• Listed records:

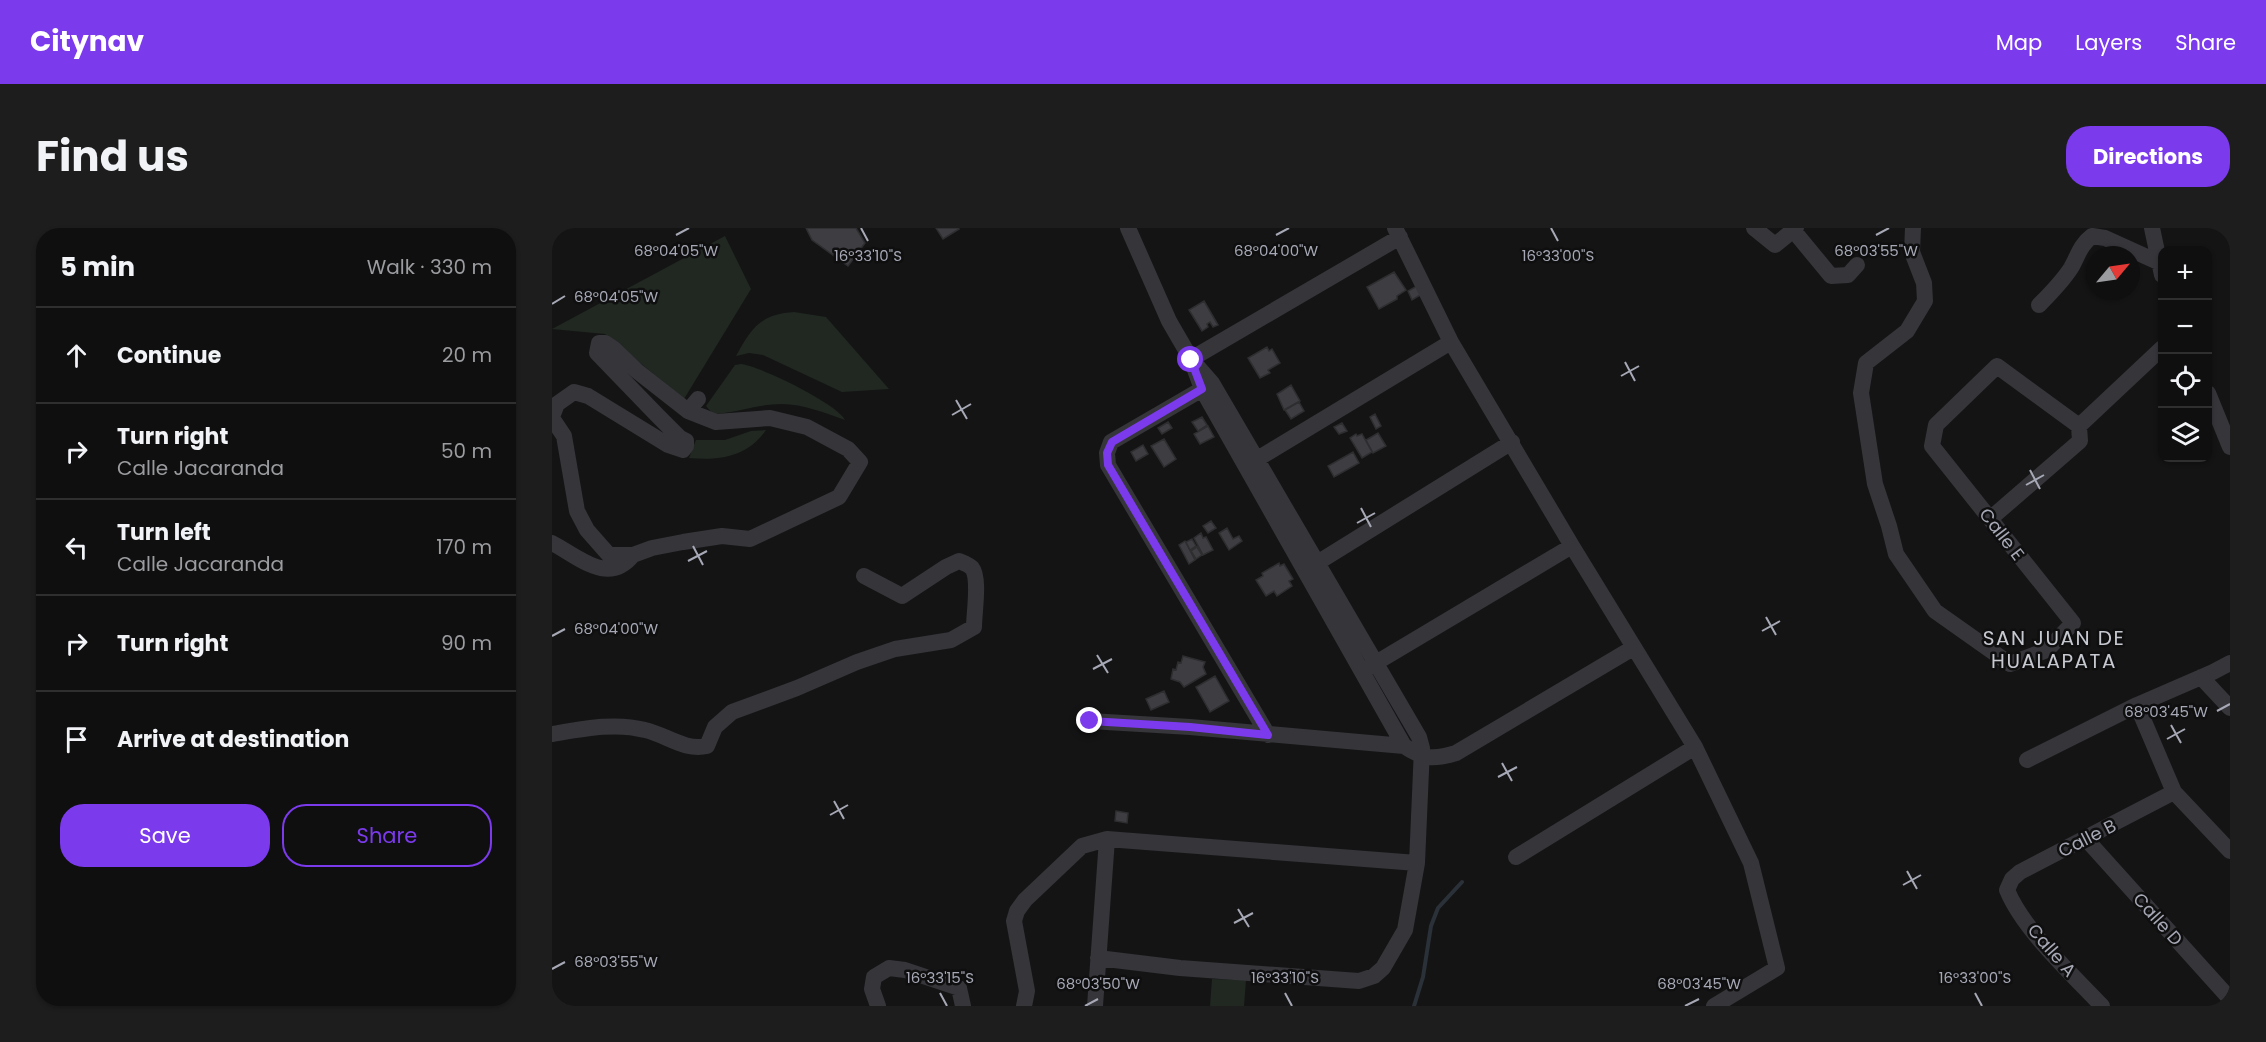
<!DOCTYPE html>
<meta charset="utf-8">
<style>
:root{--surface:#0f0f10;--page:#1d1d1e;--text:#f1f3f6;--muted:#9b9c9f;--line:#2f2f30;--accent:#7c3aed}
body{margin:0;font-family:Poppins,sans-serif;background:var(--page);color:var(--text)}
.controls{position:absolute;right:18px;top:18px;display:grid;overflow:hidden;border-radius:12px;box-shadow:0 2px 4px #0004}
.controls button{width:54px;height:54px;display:grid;place-items:center;padding:0;border:0;border-bottom:2px solid var(--line);background:var(--surface);color:var(--text);font:30px sans-serif}
.compass{position:absolute;left:1534px;top:18px;width:54px;height:54px;border-radius:50%;background:var(--surface);box-shadow:0 2px 4px #0004;rotate:61deg}
.stop{position:absolute;width:18px;height:18px;margin:-14px;border:4px solid #7c3aed;border-radius:50%;background:#fff}
.stop.end{background:#7c3aed;border-color:#fff;box-shadow:0 2px 6px #0008}
.list{margin:0;padding:0;list-style:none}
h2{display:flex;justify-content:space-between;align-items:center;height:78px;margin:0;padding:0 24px;font-size:26px}
h2 small{font-size:20px;font-weight:400;color:var(--muted)}
.list li{display:grid;grid-template-columns:39px 1fr auto;gap:18px;align-items:center;box-sizing:border-box;height:96px;padding:0 24px;border-top:2px solid var(--line)}
.list b{display:block;font-size:22px;white-space:nowrap}
.list p{margin:0;font-size:20px;white-space:nowrap;color:var(--muted)}
.list em{font-size:20px;font-style:normal;color:var(--muted)}
.actions{display:flex;gap:12px;padding:18px 24px}
.actions a{flex:1;padding:14px 0;border:2px solid var(--accent);border-radius:24px;text-align:center;font-size:21px;color:var(--accent)}
.actions .main{background:var(--accent);color:#fff}
.icon{flex:none;width:33px;height:33px;fill:none;stroke:currentColor;stroke-width:2;stroke-linecap:round;stroke-linejoin:round}
.map{position:relative;flex:none;width:1678px;height:778px;overflow:hidden;border-radius:24px}
header{display:flex;align-items:center;gap:36px;box-sizing:border-box;height:84px;padding:0 30px;background:var(--accent);color:#fff}
header strong{font-size:28px}
nav{display:flex;gap:33px;margin-inline-start:auto;font-size:21px}
.intro{display:flex;align-items:center;justify-content:space-between;box-sizing:border-box;height:144px;padding:0 36px}
h1{margin:0;font-size:42px}
.button{padding:15px 27px;border-radius:24px;background:var(--accent);color:#fff;font-size:21px;font-weight:700}
main{display:flex;gap:36px;padding:0 36px}
aside{flex:1;background:var(--surface);border-radius:24px;box-shadow:0 2px 4px #0004}
.map>svg:first-child{display:block}
</style>
<header>
<strong>Citynav</strong>
<nav><a>Map</a><a>Layers</a><a>Share</a></nav>
</header>
<div class="intro"><h1>Find us</h1><a class="button">Directions</a></div>
<main>
<aside>
<h2>5 min<small>Walk · 330 m</small></h2>
<ul class="list">
<li><svg class="icon" aria-label="ahead" viewBox="0 0 24 24"><path d="M12 20V5M6 11l6-6 6 6"/></svg><div><b>Continue</b></div><em>20 m</em></li>
<li><svg class="icon" aria-label="right" viewBox="0 0 24 24"><path d="M7 20v-9h11M14 6l5 5-5 5"/></svg><div><b>Turn right</b><p>Calle Jacaranda</p></div><em>50 m</em></li>
<li><svg class="icon" aria-label="left" viewBox="0 0 24 24"><path d="M17 20v-9H6M10 6l-5 5 5 5"/></svg><div><b>Turn left</b><p>Calle Jacaranda</p></div><em>170 m</em></li>
<li><svg class="icon" aria-label="right" viewBox="0 0 24 24"><path d="M7 20v-9h11M14 6l5 5-5 5"/></svg><div><b>Turn right</b></div><em>90 m</em></li>
<li><svg class="icon" aria-label="arrive" viewBox="0 0 24 24"><path d="M6 21V4h12l-3 4 3 4H6"/></svg><div><b>Arrive at destination</b></div></li>
</ul>
<div class="actions"><a class="main">Save</a><a>Share</a></div>
</aside>
<div class="map">
<svg width="1678" height="778" viewBox="0 0 1678 778">
<rect width="100%" height="100%" fill="#141415"/>
<!-- green -->
<path fill="#202821" d="M173,8L199,61L132,171L53,106L0,101Z
M242,84L274,89L337,161L290,164L211,127L197,125L184,128C199,101 208,86 242,84Z
M189,136C208,138 286,176 293,192C273,185 251,176 230,176C207,176 184,185 161,186L154,178L183,137Z
M214,202C196,229 167,233 137,230L144,212H173L199,203Z
M660,751L694,752L692,778H658Z"/>
<g fill="none" stroke-linecap="round" stroke-linejoin="round">
<!-- stream -->
<path stroke="#2b3139" stroke-width="4" d="M862,778L871,749L879,698L886,680L910,654"/>
</g>
<!-- building -->
<path fill="#3e3e42" stroke="#2e2e31" stroke-width="1.5" d="M254,0H304L313,15L296,38L260,12Z
M384,0H406L407,1L391,11Z
M842,44L854,62L845,68V71L827,81L815,59Z
M865,58L870,66L860,72L856,63Z
M652,73L666,97L661,99L658,94L655,96L656,99L650,103L637,82Z
M715,119L717,123L720,121L728,135L716,142L718,145L708,150L696,130Z
M739,157L748,173L732,182L725,166Z
M747,174L752,183L739,191L733,182Z
M823,186L829,198L824,201L818,189Z
M650,189L655,197L646,203L640,194Z
M616,194L620,200L610,206L606,200Z
M790,195L795,203L787,206L782,199Z
M656,198L662,209L648,216L642,206Z
M826,205L834,218L821,225L814,212Z
M804,206L805,208L810,206L820,224L810,230L798,210Z
M612,211L624,231L612,239L599,218Z
M591,217L596,226L584,233L579,224Z
M801,224L807,235L782,249L776,238Z
M659,293L664,300L656,305L651,298Z
M675,300L681,311L687,308L690,313L677,322L667,305Z
M649,305L651,310L654,309L661,322L651,327L642,310Z
M640,311L644,318L638,322L634,314Z
M633,313L643,332L637,336L627,317Z
M645,319L650,327L644,331L639,323Z
M727,335L728,338L732,336L741,351L737,353L740,358L725,368L722,363L714,368L704,352L711,348L710,345Z
M631,428L653,434L651,439L654,446L632,459L628,454L619,451L621,441L624,442L626,434L629,435Z
M663,448L677,473L658,484L644,459Z
M612,463L617,474L599,482L594,471Z
M564,583L576,585L575,595L563,593Z"/>
<g fill="none" stroke-linecap="round" stroke-linejoin="round">
<!-- minor -->
<path stroke="#35353a" stroke-width="16" d="M576,0L617,93L639,131L650,161L852,518C872,531 881,532 904,525L1081,420
M843,0L899,114L1020,318L1143,519L1199,635L1225,740L1162,778
M1202,0L1223,17L1244,0
M1361,0L1360,24L1372,55L1373,73L1355,103L1314,135L1309,165L1323,256L1337,298L1344,326L1383,383L1458,436L1495,422L1521,395L1380,218L1384,197L1445,138L1527,198L1528,213L1438,291
M1600,0L1610,47
M1241,2L1279,48L1296,47L1305,37
M1487,77C1499,65 1510,54 1519,40C1526,28 1528,17 1540,8L1553,10L1606,34
M639,131L848,9
M659,156L559,214L555,225L556,237L716,507
M1656,165L1678,219
M0,189L5,176L22,164L36,168L116,217L131,222L134,218V213L128,210L106,188L45,125L47,115H53L62,121L85,143L136,183L146,171
M0,190L12,208L25,283L35,302L57,327H81C56,358 27,329 0,315
M1527,198L1610,120
M697,236L899,114
M81,327L100,320L131,314L170,308L198,311L287,269L308,234L296,221L255,199L218,190L164,194L136,183
M757,340L960,214
M1678,435L1661,444L1585,477L1622,564L1678,623
M817,439L1020,318
M1649,449L1678,480
M538,493L638,499L852,518
M0,506C30,501 63,494 93,502C115,507 132,523 155,518L163,499L180,484L245,460L305,434L343,421L399,412L422,399C422,385 428,350 420,340C416,336 412,335 407,333L394,339L350,368L312,348
M1475,532L1585,477
M1534,611L1678,771
M964,629L1143,519
M546,730L628,740L807,753L822,748L831,740L853,702L865,635L870,520L867,509L660,155L639,131
M326,778L320,761L322,749L337,740L353,742L407,760L411,778
M472,778L475,763L462,693L465,683L473,672L530,618L555,611L865,635
M543,778L555,611
M1550,778C1520,746 1472,703 1455,662L1460,651L1468,644L1622,564"/>
</g>
<g fill="none" stroke-linecap="round" stroke-linejoin="round">
<!-- route -->
<path stroke="#7c3aed" stroke-width="8" d="M538,493L638,499L716,507L556,237L555,225L560,214L650,161L639,132"/>
</g>
<!-- ticks -->
<path fill="none" stroke="#a6a9b5" stroke-width="2" d="M309,0L316,13M999,0L1006,13M124,7L137,0M724,7L737,0M1324,7L1337,0M0,76L13,68M1073,134L1083,153M1069,148L1087,138M404,172L415,191M400,187L419,176M1478,242L1488,261M1474,257L1492,247M809,280L819,299M805,295L823,285M141,318L151,337M136,333L155,323M1214,389L1224,407M1210,403L1228,393M0,408L13,401M545,427L556,445M541,441L560,431M1665,483L1678,476M1619,497L1629,515M1615,511L1633,501M950,535L960,553M946,549L965,539M282,573L292,591M278,587L296,577M1355,643L1365,661M1351,657L1369,647M686,681L697,699M682,695L701,685M0,741L13,734M388,765L395,778M733,765L740,778M1423,765L1430,778M533,778L546,771M1133,778L1147,771"/>
<g text-anchor="middle" dominant-baseline="central" stroke-width="5" stroke-linejoin="round" paint-order="stroke">
<!-- street labels -->
<g font-size="18" fill="#a6a9b5" stroke="#0f0f10">
<text transform="translate(1450 306) rotate(52)">Calle E</text>
<text transform="translate(1535 610) rotate(-27)">Calle B</text>
<text transform="translate(1606 691) rotate(48)">Calle D</text>
<text transform="translate(1500 722) rotate(49)">Calle A</text>
</g>
<!-- neighbourhood labels -->
<g font-size="20" letter-spacing="1.5" fill="#c7c9d1" stroke="#0f0f10">
<text x="1502" y="410">SAN JUAN DE<tspan x="1502" dy="23">HUALAPATA</tspan></text>
</g>
</g>
<g font-size="15" text-anchor="middle" fill="#a6a9b5" stroke="#0f0f10" stroke-width="5" stroke-linejoin="round" paint-order="stroke">
<text x="124" y="28">68°04'05"W</text>
<text x="724" y="28">68°04'00"W</text>
<text x="1324" y="28">68°03'55"W</text>
<text x="316" y="33">16°33'10"S</text>
<text x="1006" y="33">16°33'00"S</text>
<text x="64" y="74">68°04'05"W</text>
<text x="64" y="406">68°04'00"W</text>
<text x="1614" y="489">68°03'45"W</text>
<text x="64" y="739">68°03'55"W</text>
<text x="388" y="755">16°33'15"S</text>
<text x="733" y="755">16°33'10"S</text>
<text x="1423" y="755">16°33'00"S</text>
<text x="546" y="761">68°03'50"W</text>
<text x="1147" y="761">68°03'45"W</text>
</g>
</svg>
<div class="controls">
<button>+</button>
<button>−</button>
<button><svg class="icon" aria-label="locate" viewBox="0 0 24 24"><circle cx="12" cy="12" r="6"/><path d="M12 2v4M12 18v4M2 12h4M18 12h4"/></svg></button>
<button><svg class="icon" aria-label="layers" viewBox="0 0 24 24"><path d="M12 4l9 5-9 5-9-5zM3 14l9 5 9-5"/></svg></button>
</div>
<svg class="compass" viewBox="-18 -18 36 36"><path d="M0-13l5 13h-10z" fill="#e53935"/><path d="M0 13l5-13h-10z" fill="#9b9c9f"/></svg>
<div class="stop" style="left:639px;top:132px"></div>
<div class="stop end" style="left:538px;top:493px"></div>
</div>
</main>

• What to produce: Using the data above, reproduce exactly the lines between those holding "M843,0L899,114L1020,318L1143,519L1199,635L1225,740L1162,778" and "M538,493L638,499L852,518", inclusive, and no others.

• Answer space:
M843,0L899,114L1020,318L1143,519L1199,635L1225,740L1162,778
M1202,0L1223,17L1244,0
M1361,0L1360,24L1372,55L1373,73L1355,103L1314,135L1309,165L1323,256L1337,298L1344,326L1383,383L1458,436L1495,422L1521,395L1380,218L1384,197L1445,138L1527,198L1528,213L1438,291
M1600,0L1610,47
M1241,2L1279,48L1296,47L1305,37
M1487,77C1499,65 1510,54 1519,40C1526,28 1528,17 1540,8L1553,10L1606,34
M639,131L848,9
M659,156L559,214L555,225L556,237L716,507
M1656,165L1678,219
M0,189L5,176L22,164L36,168L116,217L131,222L134,218V213L128,210L106,188L45,125L47,115H53L62,121L85,143L136,183L146,171
M0,190L12,208L25,283L35,302L57,327H81C56,358 27,329 0,315
M1527,198L1610,120
M697,236L899,114
M81,327L100,320L131,314L170,308L198,311L287,269L308,234L296,221L255,199L218,190L164,194L136,183
M757,340L960,214
M1678,435L1661,444L1585,477L1622,564L1678,623
M817,439L1020,318
M1649,449L1678,480
M538,493L638,499L852,518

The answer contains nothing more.